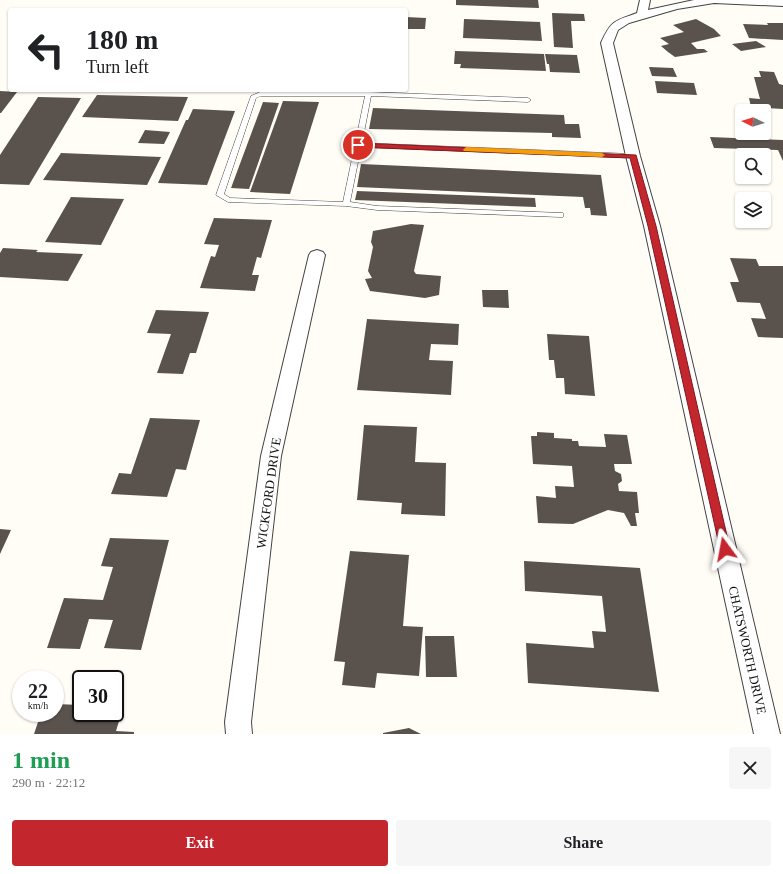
<!DOCTYPE html>
<meta charset="utf-8">
<style>
body{margin:0;font-family:"Times New Roman",serif;background:#f6f6f6;color:#202124;height:100vh;display:flex;flex-direction:column;font-size:15px;white-space:nowrap}
*{box-sizing:border-box;margin:0}
p{font-size:13px;color:#757577}
.icon{flex:none;width:22px;height:22px;fill:none;stroke:currentColor;stroke-width:2;stroke-linecap:round;stroke-linejoin:round}
.map{position:relative;height:734px;overflow:hidden}
.details{display:flex;flex-direction:column;background:#fff;flex:1}
.details>*{flex:none}
.banner{position:absolute;left:8px;top:8px;width:400px;height:84px;border-radius:4px;box-shadow:0 1px 3px #0004;background:#fff;color:#202124;overflow:hidden}
.needle{width:26px;rotate:275deg}
.controls{position:absolute;left:735px;top:104px;display:grid;gap:8px}
.controls a{display:grid;place-items:center;width:36px;height:36px;border-radius:4px;background:#fff;box-shadow:0 1px 3px #0004;font-size:20px}
.speed{position:absolute;left:12px;top:670px;display:flex;gap:8px;font-size:20px;font-weight:700;text-align:center}
.speed>*{display:grid;place-content:center;width:52px;height:52px;border-radius:50%;background:#fff;box-shadow:0 1px 3px #0004;line-height:1}
.speed small{font-size:10px;font-weight:400}
.speed .limit{border:2px solid #111;border-radius:6px;background:#fff;color:#111}
.pin{position:absolute;display:grid;place-items:center;width:34px;height:34px;color:#fff;margin:-17px;border:2px solid #fff;border-radius:50%;box-shadow:0 1px 4px #0007}
.me{position:absolute;width:44px;margin:-22px;rotate:347deg;stroke-linejoin:round;filter:drop-shadow(0 0 3px #0008)}
.turn{display:flex;align-items:center;gap:14px;height:84px;padding:0 12px;font-size:18px}
.turn .icon{width:52px;height:52px;stroke-width:2.5}
.turn b{display:block;font-size:28px;line-height:34px}
.round{display:grid;place-items:center;flex:none;width:42px;height:42px;border-radius:4px;background:#f6f6f6}
.headline{display:flex;align-items:center;justify-content:space-between;height:68px;padding:0 12px}
h1{font-size:24px;font-weight:700;line-height:30px;color:#1e9e55}
.button{display:flex;gap:8px;margin-top:auto;padding:8px 12px}
.button a{flex:1;height:46px;border-radius:4px;background:#c4262e;color:#fff;font-size:16px;font-weight:700;line-height:46px;text-align:center}
.button a+a{background:#f6f6f6;color:#202124}
.map>svg:first-child{display:block}
.building{fill:#5a524d}
.lines{fill:none;stroke-linecap:round;stroke-linejoin:round}
.lane-casing{stroke:#444;stroke-width:1}
.street-casing{stroke:#444;stroke-width:2}
.lane{fill:#fff;fill-rule:evenodd}
.street{fill:#fff;fill-rule:evenodd}
.route{fill:#c4262e;stroke:#7f191e}
.slow{fill:#f59e0b}
.labels{text-anchor:middle;stroke-width:4;stroke-linejoin:round;paint-order:stroke}
.street-label{font-size:13px;fill:#111;stroke:#fff}
</style>
<div class="map">
<svg width="783" height="734" viewBox="0 0 783 734">
<rect width="100%" height="100%" fill="#fffdf5"/>
<path class="building" d="M 456,0 L 538,0 L 539,8 L 456,5 Z
M 552,13 L 584,14 L 585,21 L 571,21 L 573,48 L 554,47 Z
M 406,17 L 426,18 L 425,29 L 406,29 Z
M 464,19 L 540,22 L 542,41 L 463,38 Z
M 696,19 L 714,29 L 721,36 L 691,43 L 697,49 L 704,49 L 708,52 L 675,57 L 668,52 L 661,46 L 669,44 L 660,38 L 684,32 L 673,25 Z
M 767,23 L 783,23 L 783,40 L 749,38 L 743,24 L 768,25 Z
M 756,41 L 766,47 L 741,51 L 732,44 Z
M 455,51 L 544,54 L 546,71 L 460,68 L 461,64 L 454,64 Z
M 545,54 L 577,55 L 580,73 L 550,72 L 549,64 L 547,64 Z
M 649,67 L 673,68 L 677,77 L 652,76 Z
M 759,71 L 774,72 L 779,84 L 783,85 L 783,109 L 751,107 L 749,98 L 760,99 L 754,77 L 761,77 Z
M 655,81 L 694,83 L 697,95 L 657,93 Z
M 0,91 L 17,92 L 1,113 L 0,113 Z
M 97,95 L 188,97 L 178,121 L 82,117 Z
M 38,97 L 81,98 L 29,185 L 0,184 L 0,155 Z
M 283,101 L 319,102 L 290,194 L 250,192 Z
M 263,102 L 279,103 L 249,189 L 231,188 Z
M 373,108 L 564,115 L 565,124 L 579,124 L 581,138 L 552,137 L 552,133 L 369,129 Z
M 193,109 L 235,111 L 207,185 L 158,183 L 186,120 L 188,120 Z
M 145,130 L 170,132 L 164,144 L 138,143 Z
M 710,137 L 783,140 L 783,161 L 778,150 L 714,148 Z
M 61,153 L 161,157 L 147,185 L 43,180 Z
M 361,164 L 601,175 L 607,216 L 591,215 L 590,208 L 585,208 L 583,197 L 357,187 Z
M 357,191 L 535,198 L 536,207 L 355,200 Z
M 71,197 L 124,199 L 101,245 L 45,242 Z
M 214,218 L 272,220 L 261,258 L 257,257 L 252,275 L 259,275 L 255,291 L 200,288 L 211,256 L 215,257 L 219,245 L 204,244 Z
M 411,224 L 424,225 L 414,271 L 416,274 L 441,276 L 439,295 L 425,298 L 370,291 L 365,279 L 372,278 L 368,271 L 373,247 L 371,242 L 373,231 Z
M 3,248 L 38,250 L 36,252 L 83,254 L 68,281 L 0,277 L 0,253 Z
M 730,258 L 756,259 L 759,266 L 783,266 L 783,338 L 758,337 L 751,318 L 766,319 L 760,303 L 737,302 L 730,282 L 739,282 Z
M 482,290 L 508,290 L 509,308 L 483,307 Z
M 156,310 L 209,312 L 196,353 L 190,353 L 183,374 L 157,373 L 171,334 L 147,333 Z
M 367,319 L 459,324 L 458,345 L 431,344 L 429,360 L 453,361 L 451,395 L 357,390 Z
M 547,334 L 589,336 L 595,396 L 565,394 L 564,378 L 556,378 L 554,360 L 549,360 Z
M 150,418 L 200,420 L 186,470 L 176,469 L 167,497 L 111,494 L 119,473 L 131,474 Z
M 364,425 L 417,427 L 415,462 L 446,463 L 445,516 L 401,514 L 402,503 L 357,500 Z
M 537,432 L 554,433 L 554,438 L 572,439 L 572,441 L 578,441 L 579,446 L 606,447 L 604,434 L 627,435 L 632,464 L 614,464 L 615,471 L 621,474 L 622,481 L 618,484 L 619,491 L 637,492 L 639,513 L 635,513 L 637,526 L 631,526 L 624,513 L 608,510 L 573,524 L 538,523 L 536,496 L 556,498 L 555,486 L 574,487 L 572,466 L 533,464 L 531,436 L 537,436 Z
M 0,529 L 11,530 L 0,554 Z
M 110,538 L 169,540 L 141,650 L 104,648 L 113,620 L 89,619 L 80,649 L 47,648 L 64,598 L 103,600 L 113,567 L 101,566 Z
M 350,551 L 409,555 L 403,626 L 423,627 L 419,676 L 377,673 L 375,688 L 342,685 L 345,662 L 334,661 Z
M 524,561 L 640,568 L 659,692 L 528,683 L 526,643 L 594,648 L 592,631 L 606,632 L 602,596 L 525,591 Z
M 425,636 L 454,636 L 457,677 L 426,677 Z
M 55,704 L 81,705 L 81,713 L 115,713 L 115,708 L 123,708 L 116,731 L 134,732 L 134,734 L 34,734 L 41,713 L 55,713 Z
M 409,728 L 421,734 L 383,734 L 383,733 Z"/>
<g class="lines">
<g class="lane-casing">
<path id="lane" d="M 368,92 L 528,98 L 531,100 L 528,102 L 371,96 L 362,143 L 633,154 L 636,156 L 633,158 L 361,147 L 350,202 L 377,206 L 563,213 L 563,217 L 560,217 L 377,210 L 346,206 L 228,202 L 216,195 L 251,96 L 260,92 ZM 261,96 L 365,96 L 343,202 L 230,198 L 224,194 L 256,98 Z"/>
</g>
<g class="street-casing">
<path id="street" d="M 640,0 L 650,0 L 648,10 L 694,0 L 783,0 L 783,6 L 714,3 L 677,9 L 629,23 L 618,30 L 613,43 L 640,156 L 660,226 L 780,734 L 754,734 L 644,226 L 626,156 L 601,43 C 611,20 615,21 637,13 Z
M 317,250 L 323,252 L 325,255 L 281,456 L 251,722 L 252,734 L 226,734 L 225,722 L 261,456 L 309,255 L 311,252 Z"/>
</g>
<use href="#lane" class="lane"/>
<use href="#street" class="street"/>
</g>
<path class="route" d="M 358,143 L 636,155 L 656,226 L 730,549 L 729,553 L 725,554 L 721,553 L 720,549 L 648,226 L 630,158 L 356,147 L 356,144 Z"/>
<path class="slow" d="M 466,147 L 602,153 L 605,155 L 602,157 L 464,151 L 463,150 Z"/>
<g class="labels">
<g class="street-label">
<text transform="translate(268 493) rotate(-82)" y="5">WICKFORD DRIVE</text>
<text transform="translate(748 650) rotate(77)" y="5">CHATSWORTH DRIVE</text>
</g>
</g>
</svg>
<div class="controls">
<a><svg class="needle" viewBox="-14 -14 28 28"><path d="M0-13l5 13h-10z" fill="#e53935"/><path d="M0 13l5-13h-10z" fill="#757577"/></svg></a>
<a><svg class="icon" aria-label="search" viewBox="0 0 24 24"><circle cx="10" cy="10" r="6"/><path d="M15 15l6 6"/></svg></a>
<a><svg class="icon" aria-label="layers" viewBox="0 0 24 24"><path d="M12 4l9 5-9 5-9-5zM3 14l9 5 9-5"/></svg></a>
</div>
<div class="speed"><div>22<small>km/h</small></div><div class="limit">30</div></div>
<div class="pin" style="left:358px;top:145px;background:#d93025"><svg class="icon" aria-label="arrive" viewBox="0 0 24 24"><path d="M6 21V4h12l-3 4 3 4H6"/></svg></div>
<svg class="me" style="left:725px;top:549px" viewBox="-20 -20 40 40"><path d="M0-17L14 15 0 8-14 15z" fill="#c4262e" stroke="#fff" stroke-width="4"/></svg>
<div class="banner">
<div class="turn"><svg class="icon" aria-label="left" viewBox="0 0 24 24"><path d="M17 20v-9H6M10 6l-5 5 5 5"/></svg><div><b>180 m</b>Turn left</div></div>
</div>
</div>
<section class="details">
<div class="headline"><div><h1>1 min</h1><p>290 m · 22:12</p></div><a class="round"><svg class="icon" aria-label="close" viewBox="0 0 24 24"><path d="M6 6l12 12M18 6L6 18"/></svg></a></div>
<div class="button"><a>Exit</a><a>Share</a></div>
</section>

━━━━━━━━━━━━━━━━━━━━━━━━━━━━━━

What is needed:
When you reach the line holding "M 537,432 L" in the records above, begin reproducing exactly, stop after the line holding "615,21 637,13 Z", and output nothing else.

Reply to the exercise:
M 537,432 L 554,433 L 554,438 L 572,439 L 572,441 L 578,441 L 579,446 L 606,447 L 604,434 L 627,435 L 632,464 L 614,464 L 615,471 L 621,474 L 622,481 L 618,484 L 619,491 L 637,492 L 639,513 L 635,513 L 637,526 L 631,526 L 624,513 L 608,510 L 573,524 L 538,523 L 536,496 L 556,498 L 555,486 L 574,487 L 572,466 L 533,464 L 531,436 L 537,436 Z
M 0,529 L 11,530 L 0,554 Z
M 110,538 L 169,540 L 141,650 L 104,648 L 113,620 L 89,619 L 80,649 L 47,648 L 64,598 L 103,600 L 113,567 L 101,566 Z
M 350,551 L 409,555 L 403,626 L 423,627 L 419,676 L 377,673 L 375,688 L 342,685 L 345,662 L 334,661 Z
M 524,561 L 640,568 L 659,692 L 528,683 L 526,643 L 594,648 L 592,631 L 606,632 L 602,596 L 525,591 Z
M 425,636 L 454,636 L 457,677 L 426,677 Z
M 55,704 L 81,705 L 81,713 L 115,713 L 115,708 L 123,708 L 116,731 L 134,732 L 134,734 L 34,734 L 41,713 L 55,713 Z
M 409,728 L 421,734 L 383,734 L 383,733 Z"/>
<g class="lines">
<g class="lane-casing">
<path id="lane" d="M 368,92 L 528,98 L 531,100 L 528,102 L 371,96 L 362,143 L 633,154 L 636,156 L 633,158 L 361,147 L 350,202 L 377,206 L 563,213 L 563,217 L 560,217 L 377,210 L 346,206 L 228,202 L 216,195 L 251,96 L 260,92 ZM 261,96 L 365,96 L 343,202 L 230,198 L 224,194 L 256,98 Z"/>
</g>
<g class="street-casing">
<path id="street" d="M 640,0 L 650,0 L 648,10 L 694,0 L 783,0 L 783,6 L 714,3 L 677,9 L 629,23 L 618,30 L 613,43 L 640,156 L 660,226 L 780,734 L 754,734 L 644,226 L 626,156 L 601,43 C 611,20 615,21 637,13 Z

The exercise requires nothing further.